Sorrell v. Ims Health Inc.

131 S.Ct. 2653 (2011)

Facts

Pharmacies, as a matter of business routine and federal law, receive prescriber-identifying information when processing prescriptions. Many sell this information to data miners who produce reports on prescriber behavior. Data miners lease these reports to pharmaceutical manufacturers subject to nondisclosure agreements. Pharmaceutical sales representatives then use the reports to refine their marketing tactics and increase sales to doctors. Vermont enacted the Prescription Confidentiality Law that prohibited the sale of records containing prescriber-identifiable information.
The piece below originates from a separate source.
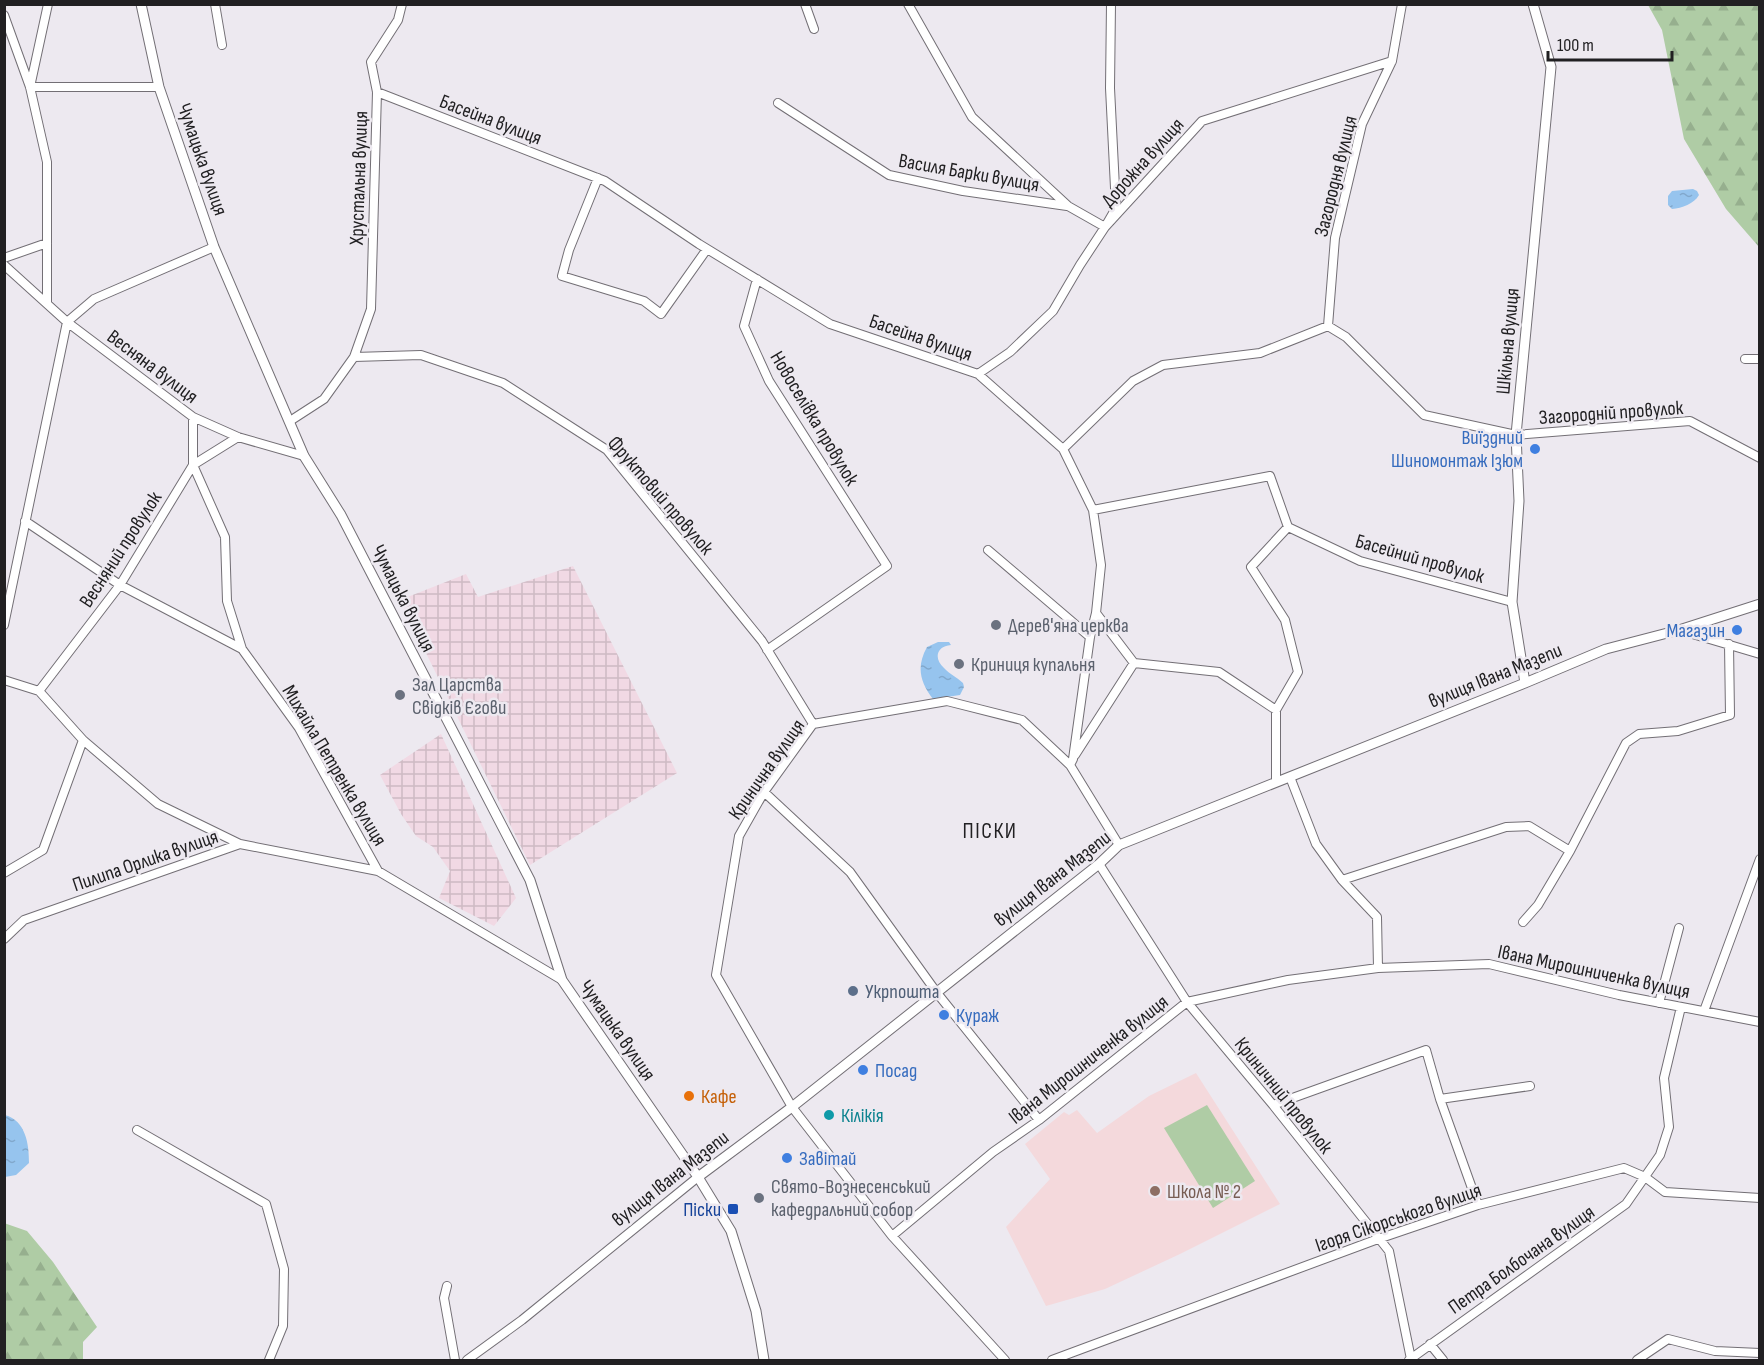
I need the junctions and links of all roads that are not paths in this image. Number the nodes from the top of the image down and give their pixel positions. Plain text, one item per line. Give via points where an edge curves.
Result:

The law prohibits pharmacies, health insurers, and similar entities from selling prescriber-identifying information, absent the prescriber's consent. Pharmacies, health insurers, and similar entities may not use prescriber-identifying information for marketing unless the prescriber consents. Pharmaceutical manufacturers and pharmaceutical marketers cannot use prescriber-identifying information for marketing, again absent the prescriber's consent. The State of Vermont justified this law in that doctors were being “improperly informed” with one-sided information on issues that the sales process for Pharmaceutical manufacturers bombarded them with. Vermont data miners and an association of pharmaceutical manufacturers (P) sued contending the law violates their First Amendment rights as incorporated by the Fourteenth Amendment. The District Court denied relief. The United States Court of Appeals for the Second Circuit reversed and remanded. It held that the law violates the First Amendment by burdening the speech of pharmaceutical marketers and data miners without an adequate justification. The Supreme Court granted certiorari.